Stored data entries

__________

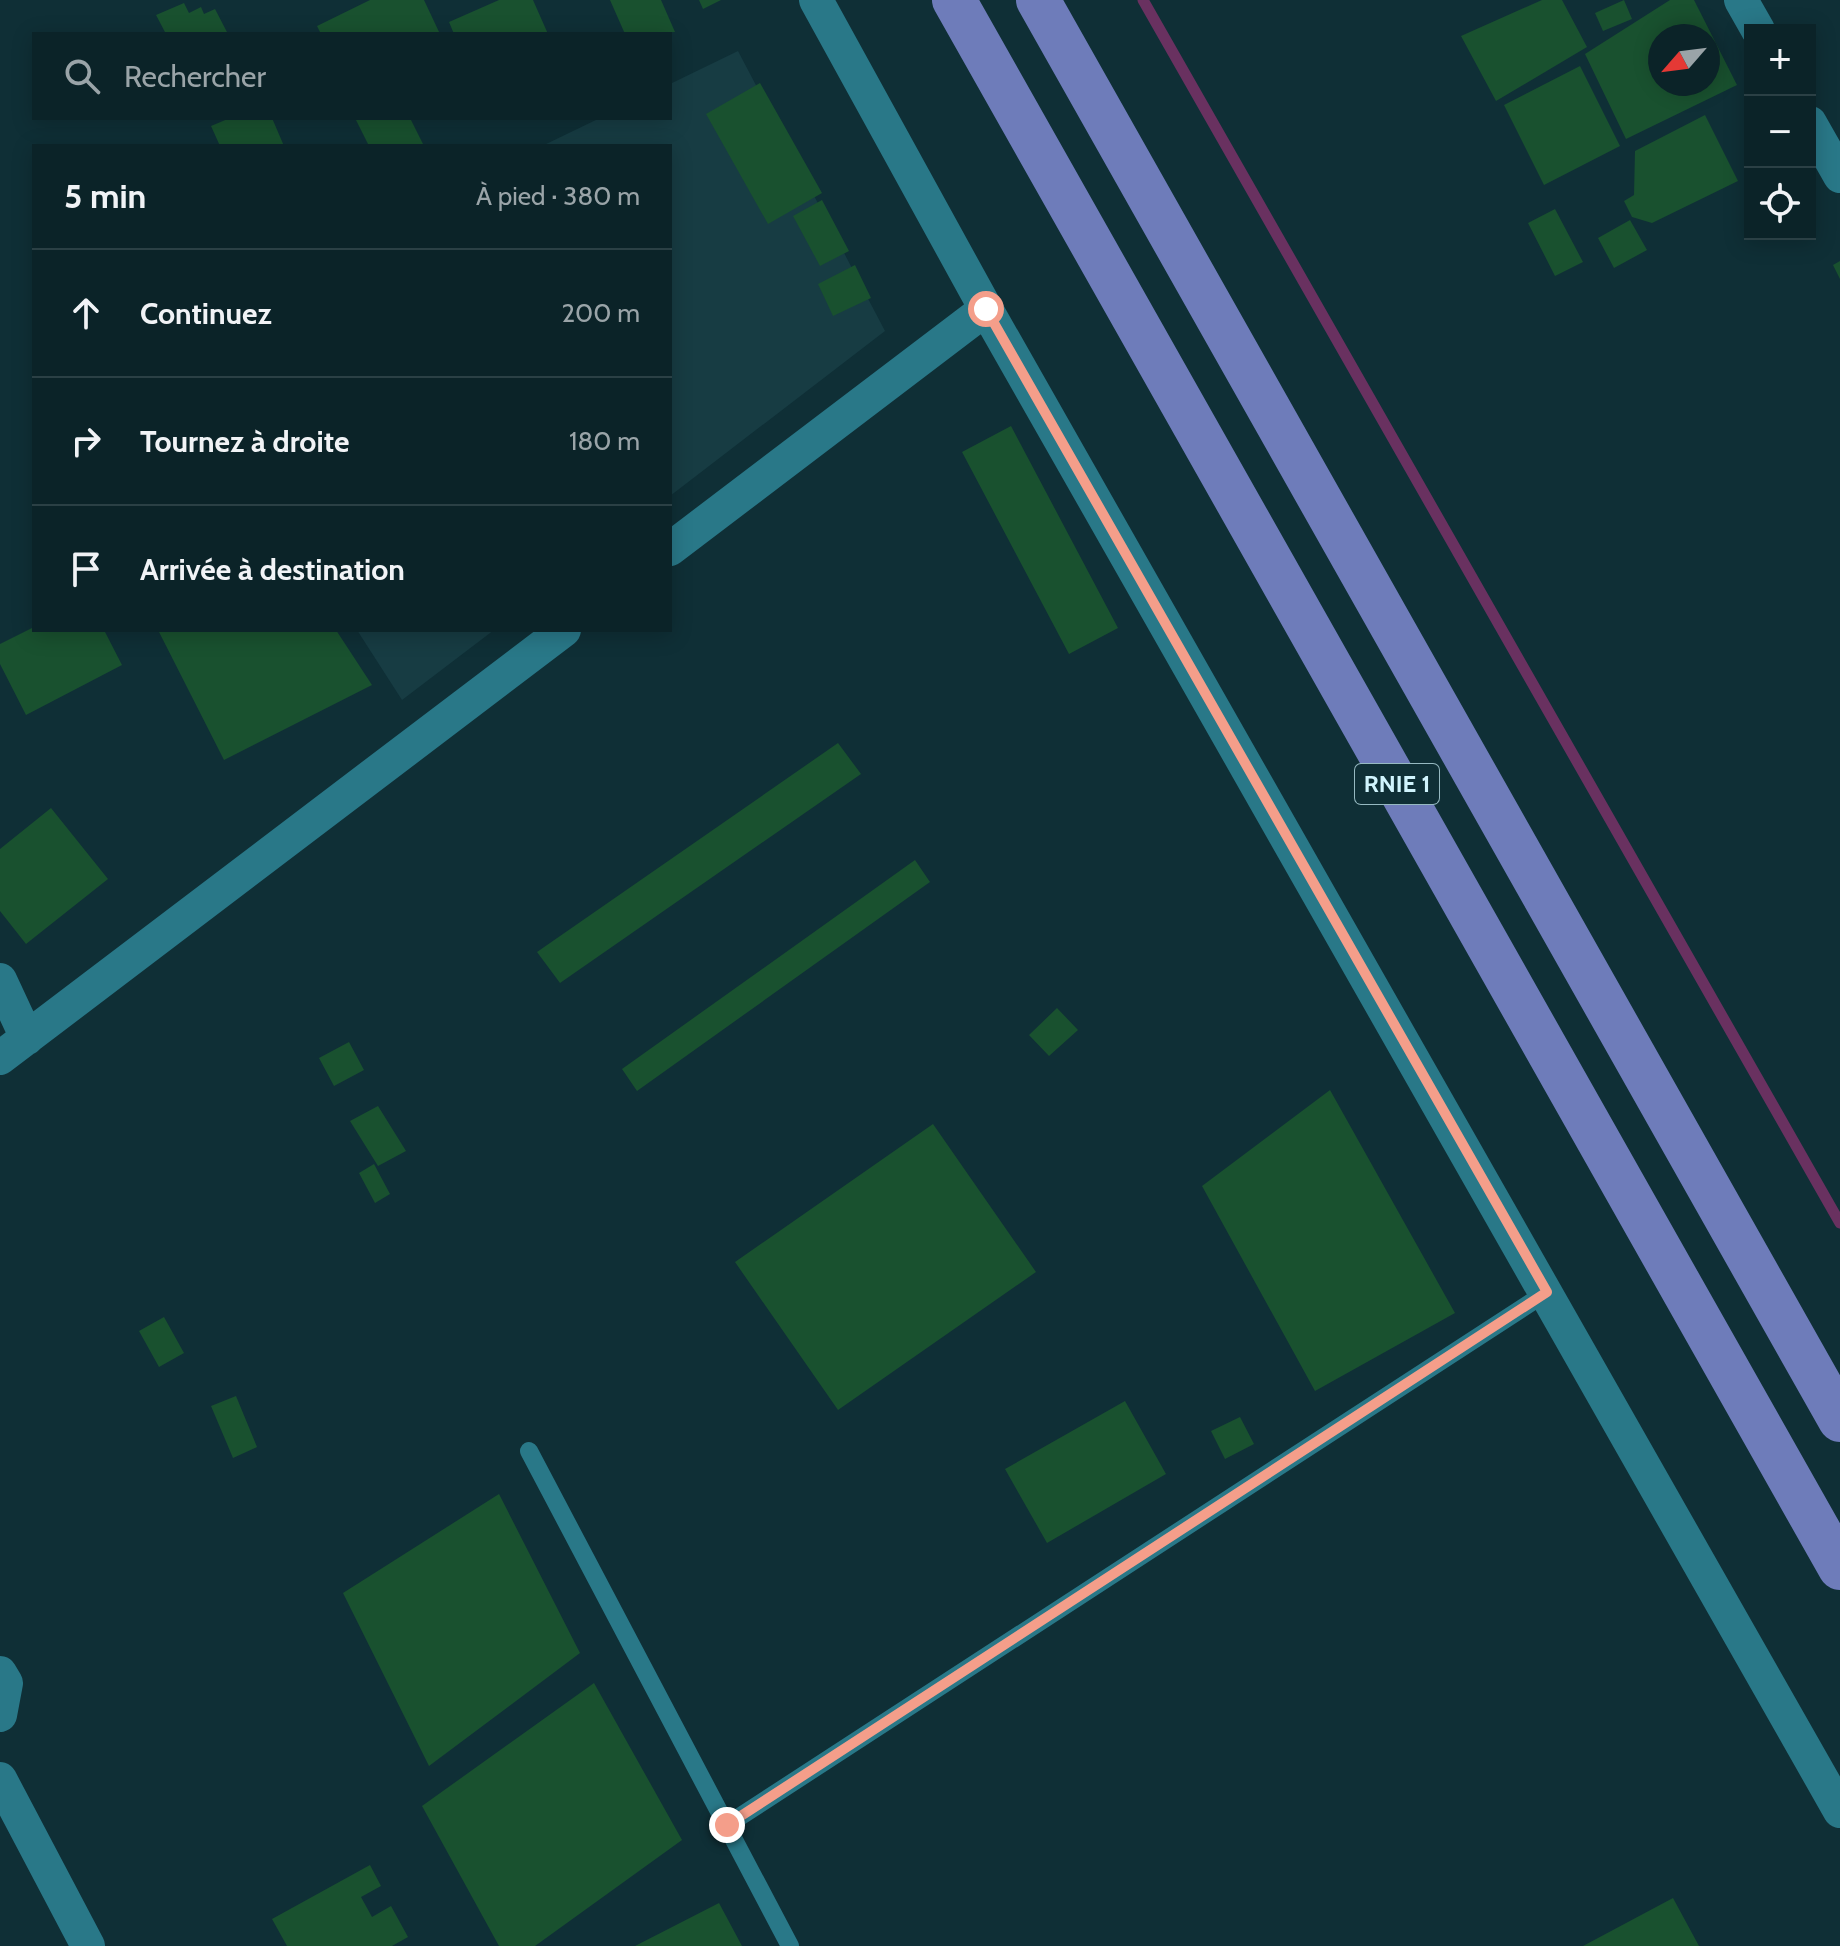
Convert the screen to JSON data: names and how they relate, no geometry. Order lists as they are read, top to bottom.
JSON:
{
  "streets": {
    "highway": ["RNIE 1"]
  },
  "north": "bottom left",
  "page": {
    "map_buttons": ["+", "−"],
    "search": "Rechercher",
    "heading": ["5 min", "À pied · 380 m"],
    "list": [
      ["Continuez", "200 m"],
      ["Tournez à droite", "180 m"],
      "Arrivée à destination"
    ]
  }
}
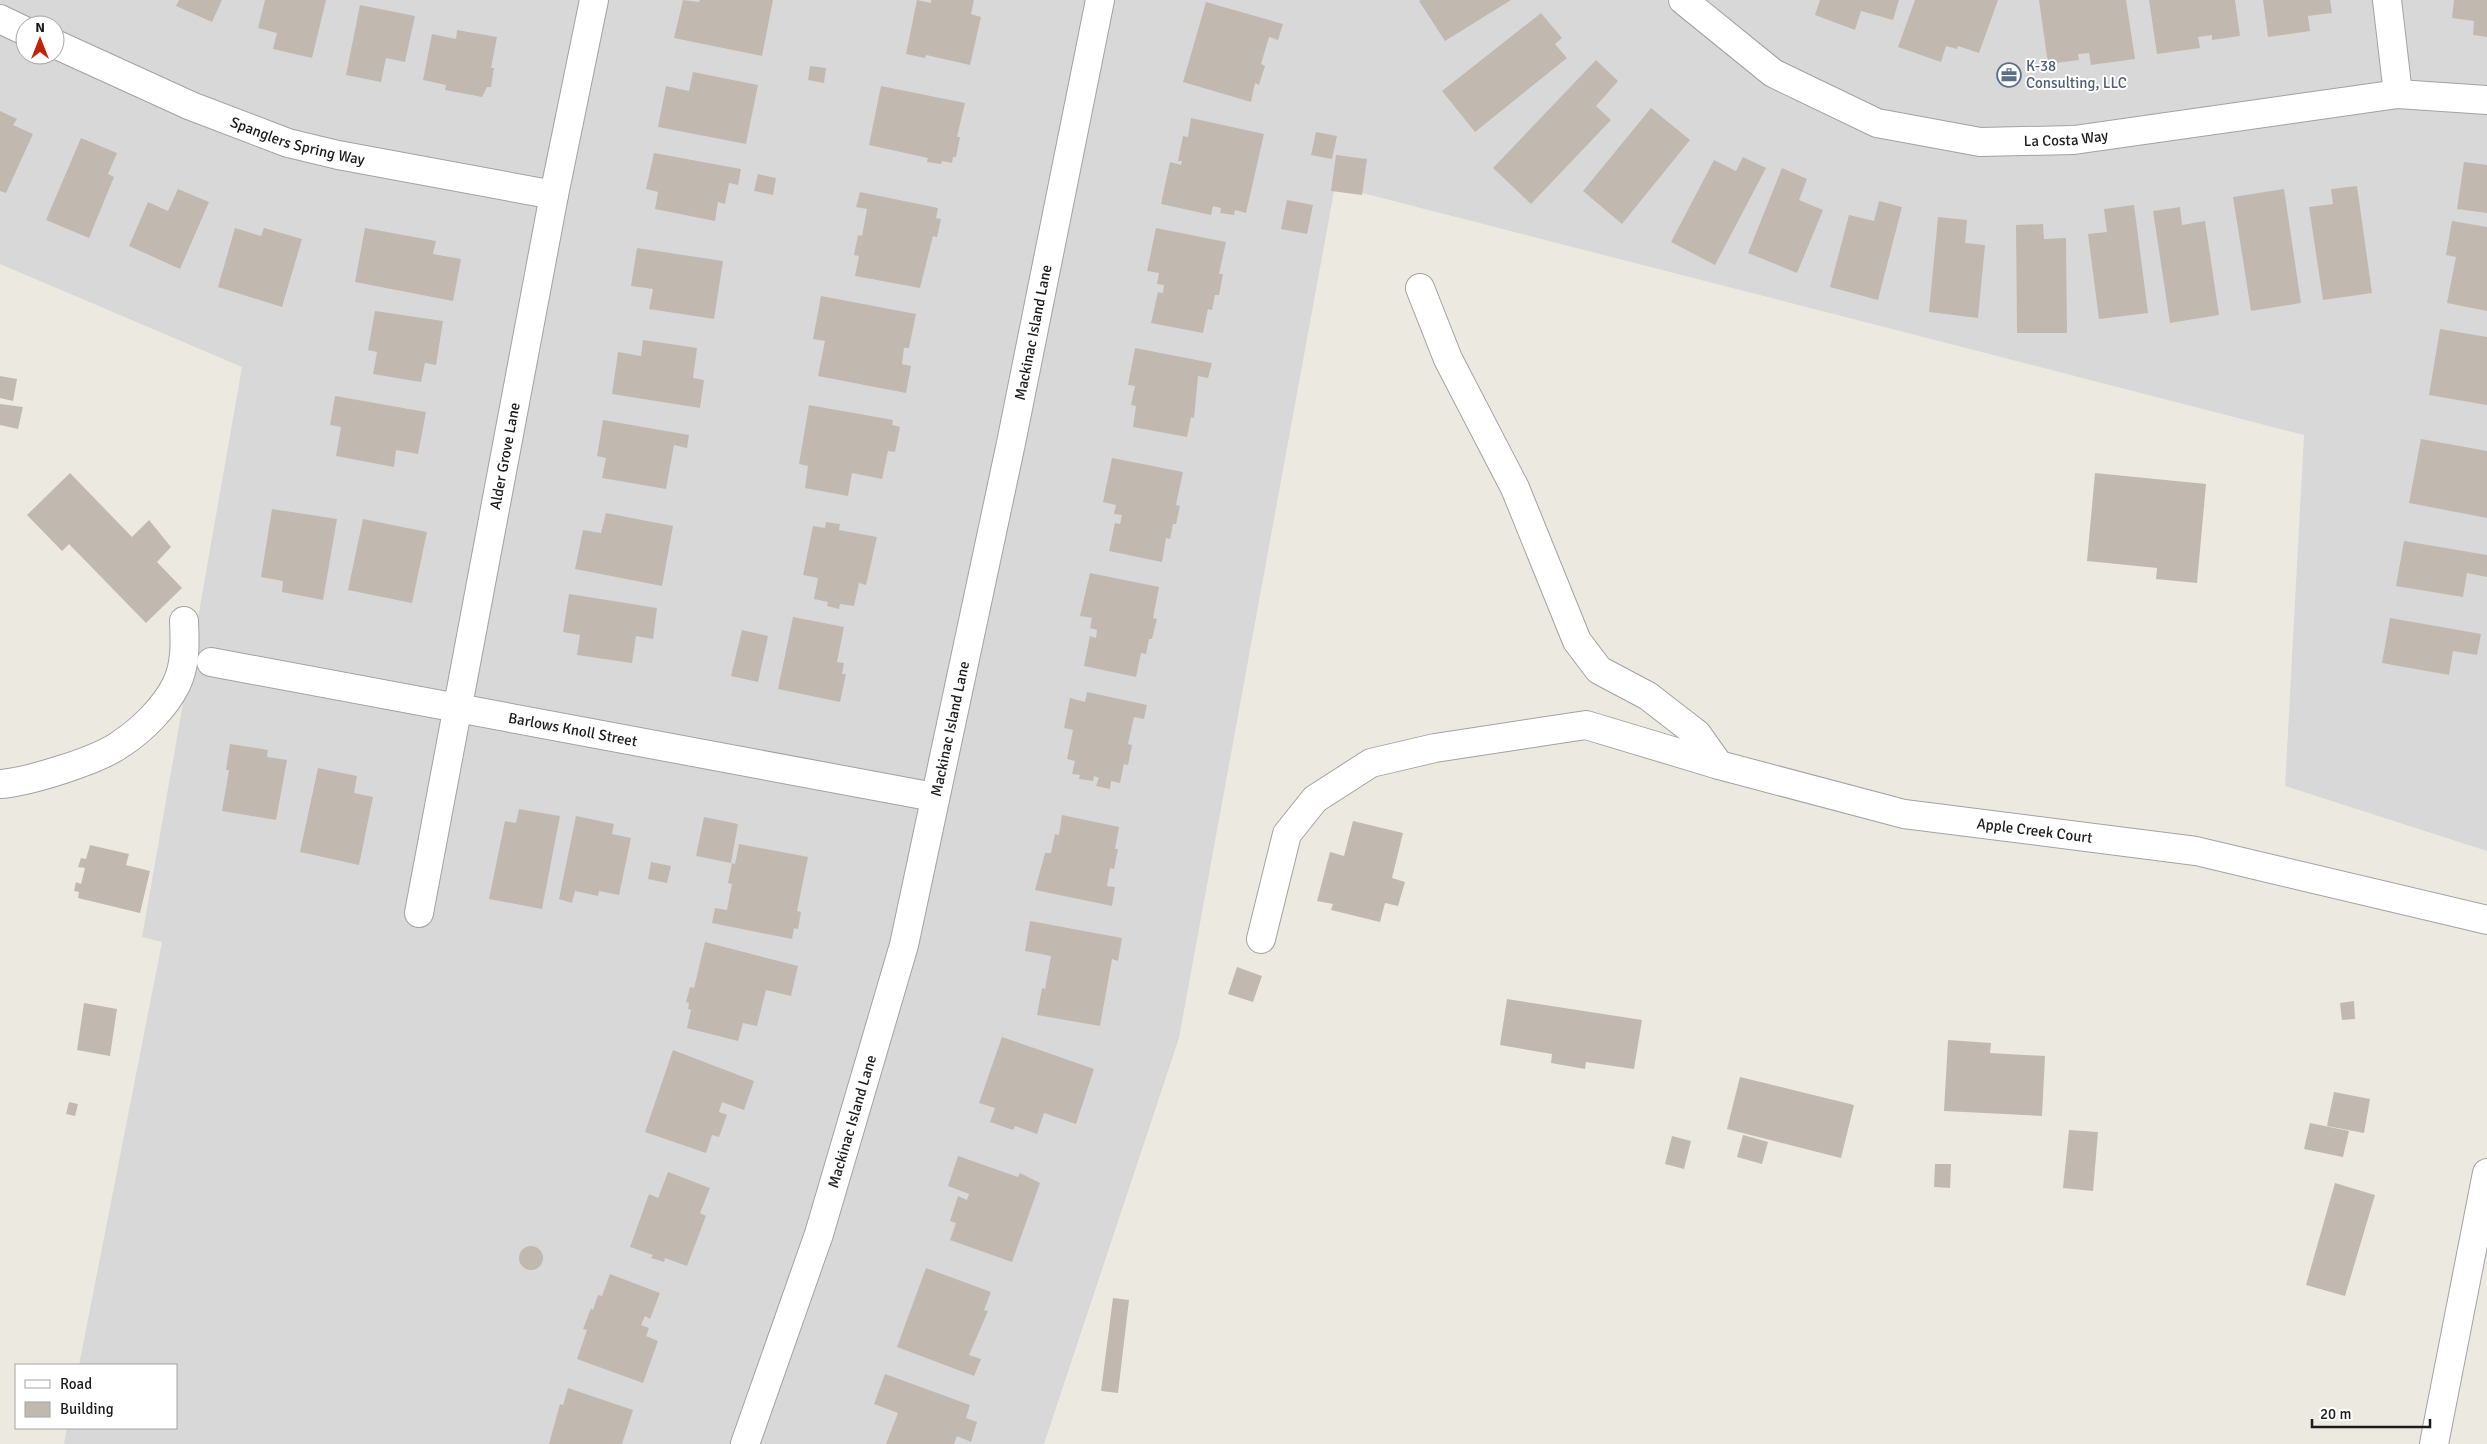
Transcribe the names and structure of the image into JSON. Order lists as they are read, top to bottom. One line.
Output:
{"streets":{"street":["La Costa Way","Spanglers Spring Way","Mackinac Island Lane","Alder Grove Lane","Barlows Knoll Street","Apple Creek Court"]},"crossings":[["Spanglers Spring Way","Alder Grove Lane"],["Mackinac Island Lane","Barlows Knoll Street"],["Alder Grove Lane","Barlows Knoll Street"]],"places":{"office":["K-38 Consulting, LLC"]},"legend":["Road","Building"],"scale_bar":"20 m","north":"top"}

__________

*TASK*:
From the first line to the last, print the records exactly; leave out the pictures.

*WRITTEN SOLUTION*:
Convert the screen to JSON data: names and how they relate, no geometry. Order lists as they are read, top to bottom.
JSON:
{
  "streets": {
    "highway": ["RNIE 1"]
  },
  "north": "bottom left",
  "page": {
    "map_buttons": ["+", "−"],
    "search": "Rechercher",
    "heading": ["5 min", "À pied · 380 m"],
    "list": [
      ["Continuez", "200 m"],
      ["Tournez à droite", "180 m"],
      "Arrivée à destination"
    ]
  }
}
Transcribe the names and structure of the image into JSON. Order lists as they are read, top to bottom. One line.
Output:
{"streets":{"street":["La Costa Way","Spanglers Spring Way","Mackinac Island Lane","Alder Grove Lane","Barlows Knoll Street","Apple Creek Court"]},"crossings":[["Spanglers Spring Way","Alder Grove Lane"],["Mackinac Island Lane","Barlows Knoll Street"],["Alder Grove Lane","Barlows Knoll Street"]],"places":{"office":["K-38 Consulting, LLC"]},"legend":["Road","Building"],"scale_bar":"20 m","north":"top"}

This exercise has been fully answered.